Question

A refrigerator has a coefficient of performance of 2.25, runs on an input of 135 W of electrical power, and keeps its inside compartment at 5°C. If you put a dozen 1.0-L plastic bottles of water at 31°C into this refrigerator, how long will it take for them to be cooled down to 5°C? (Ignore any heat that leaves the plastic.)

Answer 1

The coefficient of performance of the refrigerator is 2.25. The heat extracted from the cold reservoir is 303.75 J/s. The time it takes to cool the water to 5°C is 12.48 seconds.

Step-by-step explanation:

The coefficient of performance (COP) of a refrigerator is given by the equation COP = Qc/W, where Qc is the amount of heat extracted from the cold reservoir and W is the work done by the refrigerator. In this case, the COP is 2.25. Since the work done by the refrigerator is 135 W, we can use the equation COP = Qc/W to find Qc. Rearranging the equation, we have Qc = COP * W = 2.25 * 135 = 303.75 J/s.

The rate of heat transfer is given by the equation Qc = m * c * (Tc - Th), where m is the mass of the water, c is the specific heat capacity of water, Tc is the initial temperature of the water, and Th is the temperature of the refrigerator. In this case, there are a dozen 1.0-L (1000 mL) bottles of water, so the mass is 12 * 1000 g = 12000 g = 12 kg. The specific heat capacity of water is approximately 4.18 J/g°C. The initial temperature of the water is 31°C, and the temperature of the refrigerator is 5°C. Plugging these values into the equation, we get Qc = 12 * 4.18 * (31 - 5) = 1685.92 J.
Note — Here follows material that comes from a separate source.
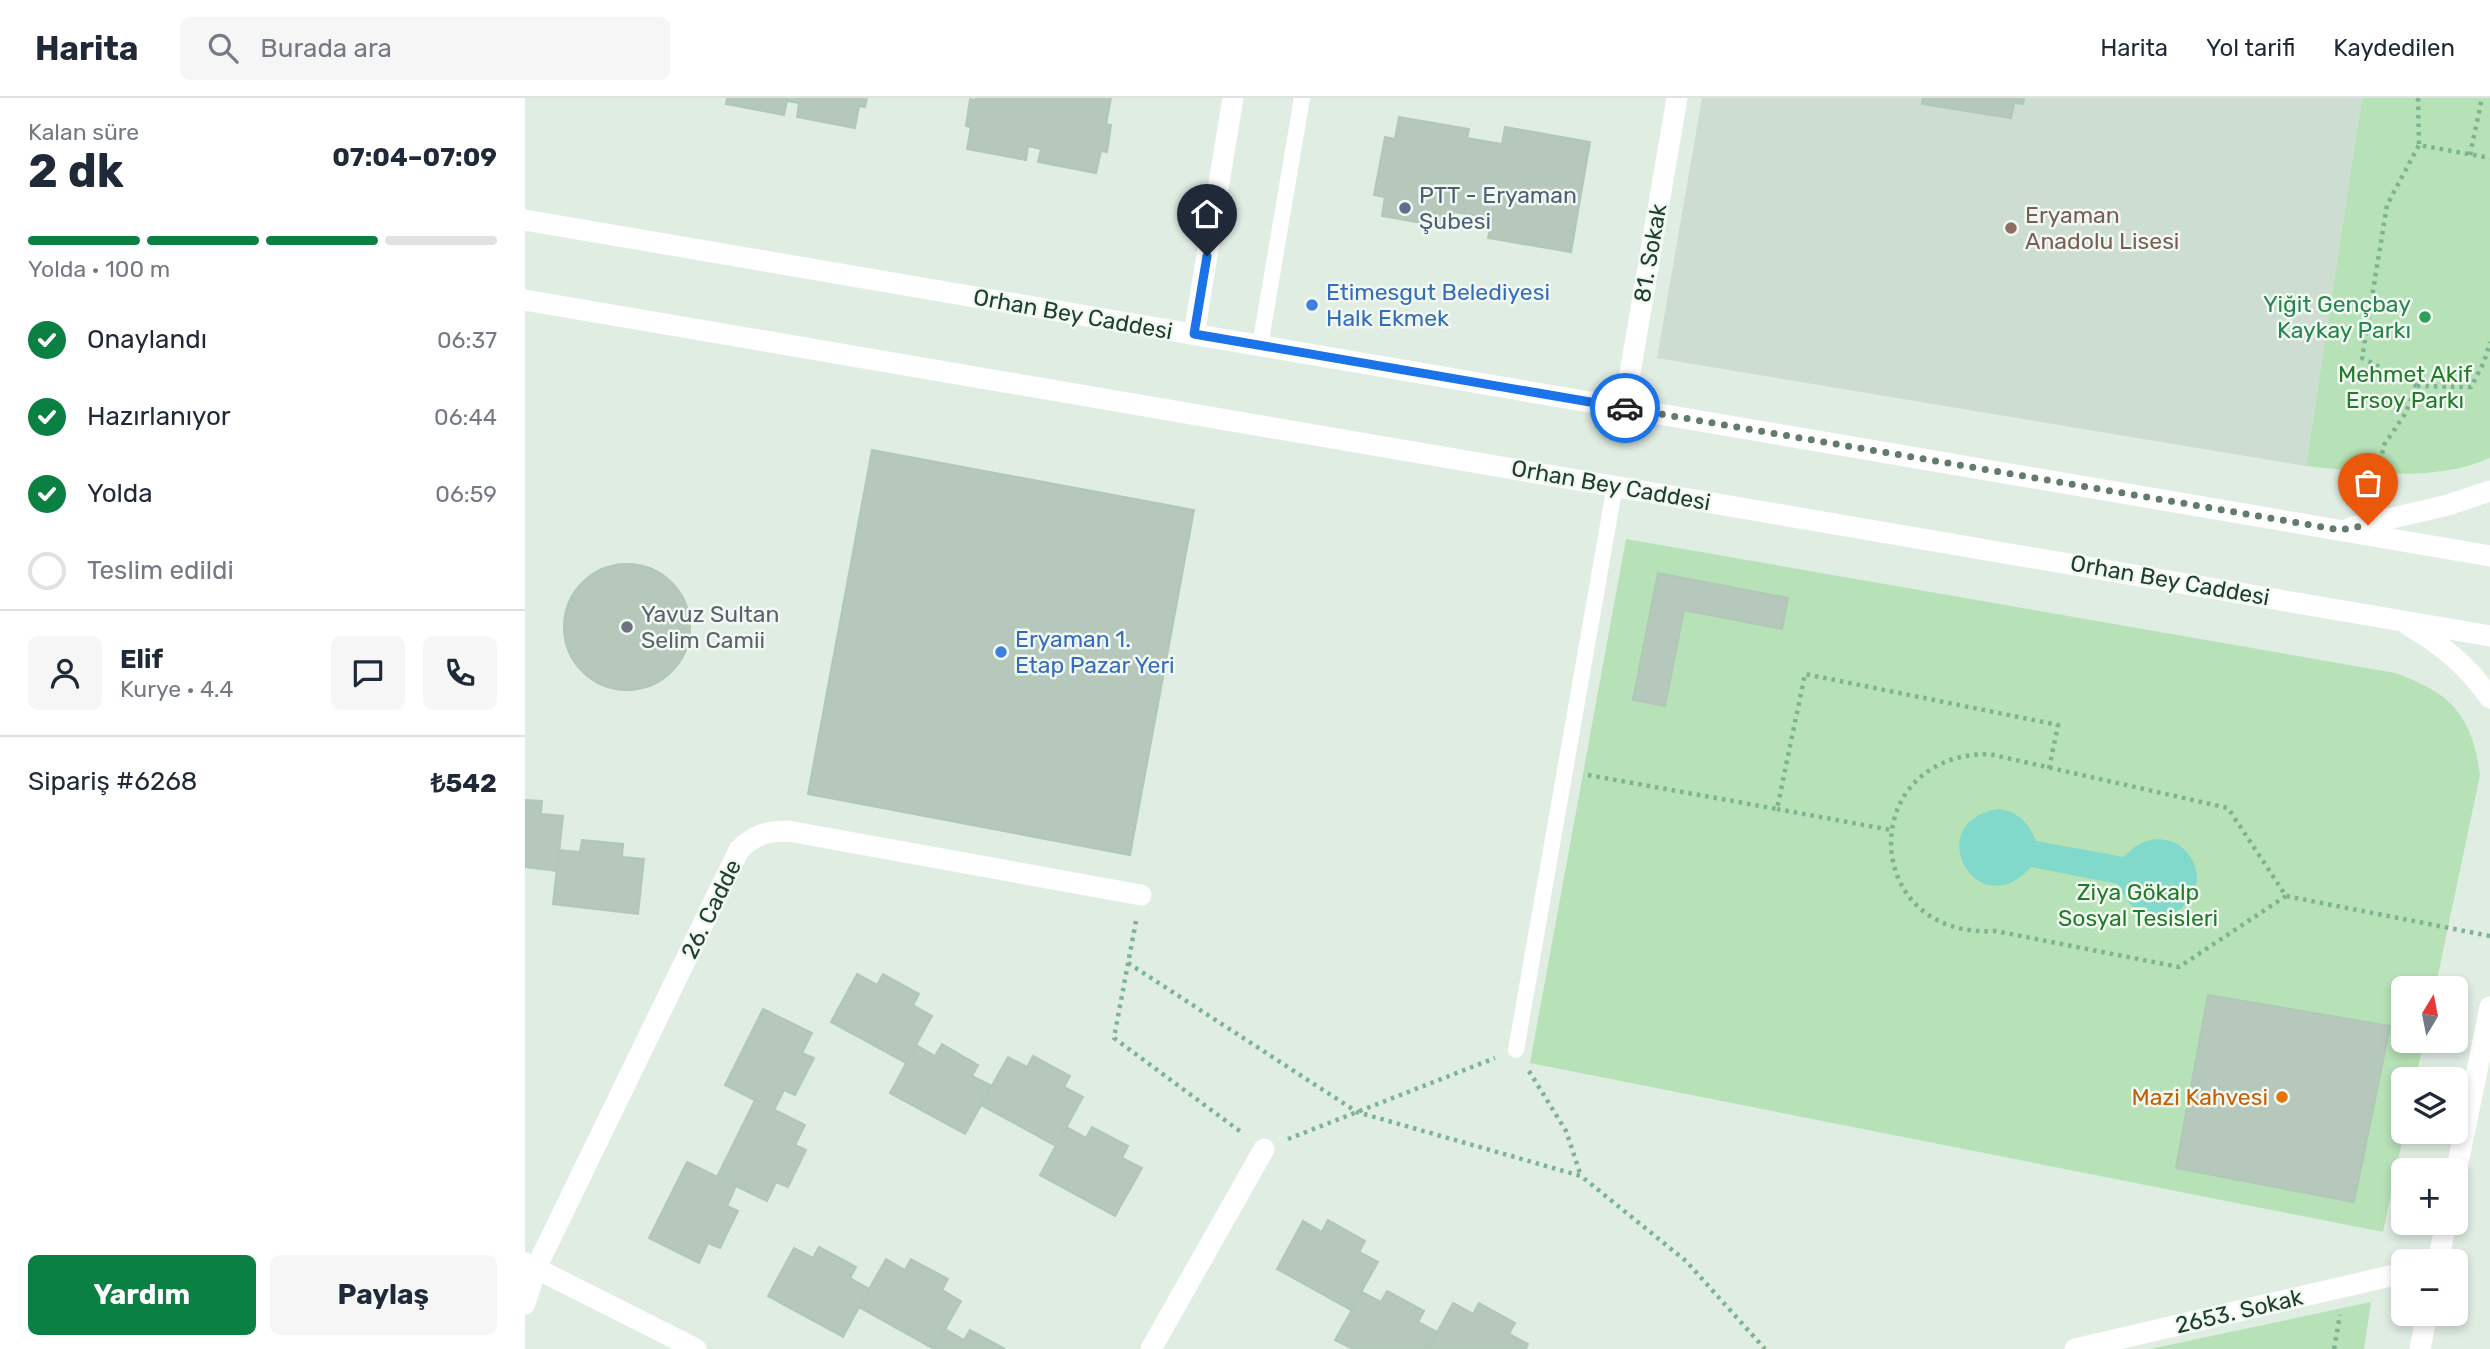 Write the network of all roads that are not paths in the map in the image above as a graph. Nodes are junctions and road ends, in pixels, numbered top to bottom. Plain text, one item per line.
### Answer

Finally, to find the time it takes for the water to be cooled down to 5°C, we can use the equation Qc = P * t, where P is the power input to the refrigerator and t is the time. Rearranging the equation, we have t = Qc / P = 1685.92 / 135 = 12.48 seconds.

Answer 2

To calculate the time it takes for 12 bottles of water to cool down in the refrigerator, we need to calculate the amount of heat energy that needs to be removed. By using the formula Q=m*C*ΔT, where Q is the heat energy, m is the mass, C is the specific heat capacity, and ΔT is the change in temperature, we determine that each bottle requires 108,836 J of heat energy to be removed. Multiplying this by the number of bottles gives a total of 1,306,032 J. Dividing this by the power consumed by the refrigerator, which is 135 W, we find that it takes approximately 9679.5 seconds for the bottles to cool down.

Step-by-step explanation:

To determine how long it will take for the bottles of water to cool down in the refrigerator, we need to calculate the amount of heat energy that needs to be removed from the bottles. The formula to calculate the amount of heat energy is Q=m*C*ΔT, where Q is the heat energy, m is the mass, C is the specific heat capacity, and ΔT is the change in temperature.

Given that each bottle has a mass of 1.0 kg (since 1 liter of water has a mass of 1 kg) and the initial temperature of the bottles is 31°C, the change in temperature is ΔT = (31°C - 5°C) = 26°C. We also know that the specific heat capacity of water is approximately 4,186 J/(kg·°C).

Therefore, the amount of heat energy that needs to be removed from each bottle is Q = (1 kg) * (4,186 J/(kg·°C)) * (26°C) = 108,836 J.

Now, let's calculate the total amount of heat energy that needs to be removed from all 12 bottles. Since each bottle needs to have 108,836 J of heat energy removed, the total amount of heat energy is 12 * 108,836 J = 1,306,032 J.

Lastly, we can find the time it takes to remove this amount of heat energy by dividing it by the power consumed by the refrigerator. The power is given as 135 W. Therefore, the time it takes to cool down the bottles is 1,306,032 J / 135 W = 9679.5 seconds.